Re: scsi queue depth and hpux

slydmin · ‎07-09-2008

We have a HPUX B11.11 PA RISC 64 server (hp9000 rp 7420).
We recently moved our storage from netapps to XP SAN (10K).we are facing some I/O issues possibly related to large LUNs and OS tunable kernel parameters - scsi_max_qdepth , scsi_maxphys

We are seeing a high number of blocked processes with vmstat (vmstat 1). The disks have a very low average queue (sar -d 1 3) and a good enough response time (15 ms on avg). Although most LUNs are a 100% busy, though, which could spell trouble.

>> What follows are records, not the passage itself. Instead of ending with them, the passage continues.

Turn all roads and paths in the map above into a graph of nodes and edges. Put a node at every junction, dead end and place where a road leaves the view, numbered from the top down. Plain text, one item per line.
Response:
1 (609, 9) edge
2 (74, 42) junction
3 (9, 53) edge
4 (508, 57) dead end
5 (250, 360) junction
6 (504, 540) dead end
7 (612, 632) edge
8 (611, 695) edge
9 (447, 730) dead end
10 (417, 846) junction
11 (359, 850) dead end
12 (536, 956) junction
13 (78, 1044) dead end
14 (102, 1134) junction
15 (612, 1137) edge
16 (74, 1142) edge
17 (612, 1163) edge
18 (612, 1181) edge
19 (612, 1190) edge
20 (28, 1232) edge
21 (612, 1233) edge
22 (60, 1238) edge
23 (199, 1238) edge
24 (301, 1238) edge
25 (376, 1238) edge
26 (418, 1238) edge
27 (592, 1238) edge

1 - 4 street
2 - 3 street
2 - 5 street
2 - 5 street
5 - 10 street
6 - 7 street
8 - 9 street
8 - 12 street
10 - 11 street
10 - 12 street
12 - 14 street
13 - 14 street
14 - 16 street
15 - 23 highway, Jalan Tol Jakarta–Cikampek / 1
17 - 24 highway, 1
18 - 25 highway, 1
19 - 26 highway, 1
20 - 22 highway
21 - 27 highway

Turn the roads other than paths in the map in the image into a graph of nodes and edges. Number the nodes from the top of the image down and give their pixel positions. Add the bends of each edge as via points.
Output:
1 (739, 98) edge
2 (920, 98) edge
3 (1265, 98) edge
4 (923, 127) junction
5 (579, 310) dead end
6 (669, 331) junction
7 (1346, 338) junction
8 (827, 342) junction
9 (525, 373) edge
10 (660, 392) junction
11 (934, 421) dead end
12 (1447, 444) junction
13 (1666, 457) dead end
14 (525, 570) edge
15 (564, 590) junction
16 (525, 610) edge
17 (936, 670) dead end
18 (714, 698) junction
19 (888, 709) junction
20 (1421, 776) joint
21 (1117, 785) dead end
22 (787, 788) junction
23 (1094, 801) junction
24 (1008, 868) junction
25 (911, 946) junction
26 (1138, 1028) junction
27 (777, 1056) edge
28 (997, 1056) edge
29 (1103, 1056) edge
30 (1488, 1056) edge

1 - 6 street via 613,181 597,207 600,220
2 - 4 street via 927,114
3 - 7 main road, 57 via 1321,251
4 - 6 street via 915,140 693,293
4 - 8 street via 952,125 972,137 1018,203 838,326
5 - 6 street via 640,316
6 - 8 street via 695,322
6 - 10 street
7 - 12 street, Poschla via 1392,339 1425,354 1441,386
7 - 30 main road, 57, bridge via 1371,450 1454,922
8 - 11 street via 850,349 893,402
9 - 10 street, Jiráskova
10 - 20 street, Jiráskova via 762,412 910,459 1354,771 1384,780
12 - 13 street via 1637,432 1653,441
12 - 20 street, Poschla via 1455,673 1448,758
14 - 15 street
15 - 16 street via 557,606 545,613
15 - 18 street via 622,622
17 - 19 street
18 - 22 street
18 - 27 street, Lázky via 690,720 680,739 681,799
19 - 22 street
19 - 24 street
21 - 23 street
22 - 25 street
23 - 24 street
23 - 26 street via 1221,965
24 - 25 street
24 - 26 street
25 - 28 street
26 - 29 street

Reading HP's forums and manuals, I found that we can tune the kernel parameter, scsi_max_qdepth, which by default is 8. I changed it, to 128, to see if we could relieve atleast some of the blocked processes.

However, we have not seen any change in the blocked processes at all.

Would you be able to coment on this problem?

Thanks,
-S

References:
http://publib.boulder.ibm.com/infocenter/dsichelp/ds8000ic/index.jsp?topic=/com.ibm.storage.ssic.help.doc/f2c_aghpfqudep_laxtvw.html

http://forums12.itrc.hp.com/service/forums/questionanswer.do?admit=109447627+1215615388033+28353475&threadId=634542

http://forums11.itrc.hp.com/service/forums/questionanswer.do?threadId=1057014

http://docs.hp.com/en/B3921-60631/scsi_max_qdepth.5.html

Tim Nelson · ‎07-09-2008

Well IMHO 15ms average for such a high powered array kinda stinks.

The vmstat "b" column does not neccessarily mean disk ( it is anything other than CPU, paging, memory io, disk, semaphores, etc..etc.. )

What do your disk queues look like ?

How many HBAs ?

Bottle neck in the SAN ?

What does the array performance look like from the array's perspective ? If there is a performance issue on the array you can tune the OS until you are blue and never get anywhere.

TwoProc · ‎07-09-2008

There are theories out there... which many people will counter all day long with each other. There are talented forum members here who use and are quite happy with the "large lun" theory.

I don't - on my 10K XP's I use the "lotsa lun" theory. Reason - on a large lun - you've got only one OS structure (the scsi queue) to push all that I/O down. When you use "lotsa luns", you've got lots of scsi structures to push data down. And with that, I rarely have to increase the scsi queue depth.

However, before you begin to think about relaying that stuff out - what the application you're running - can it cache more disk I/O for you ? What about the OS buffers? What are they set at? If they are low, it may be feasible to raise them. Also, what about the layout of the disks in the XP? Is it all Raid 5? Some applications don't do so well with R5 for performance. What about the cache in the XP itself? Do you just have the default amount? You can install lots and lots of cache in your XP, and I generally recommend that sysadmins put as much in there as possible. Why? Well, if you didn't think what you were doing was I/O intensive (and therefore sensitive), you wouldn't have bought an XP storage server. Following along that line of thought - If you didn't need throughput, you could have gone cheaper.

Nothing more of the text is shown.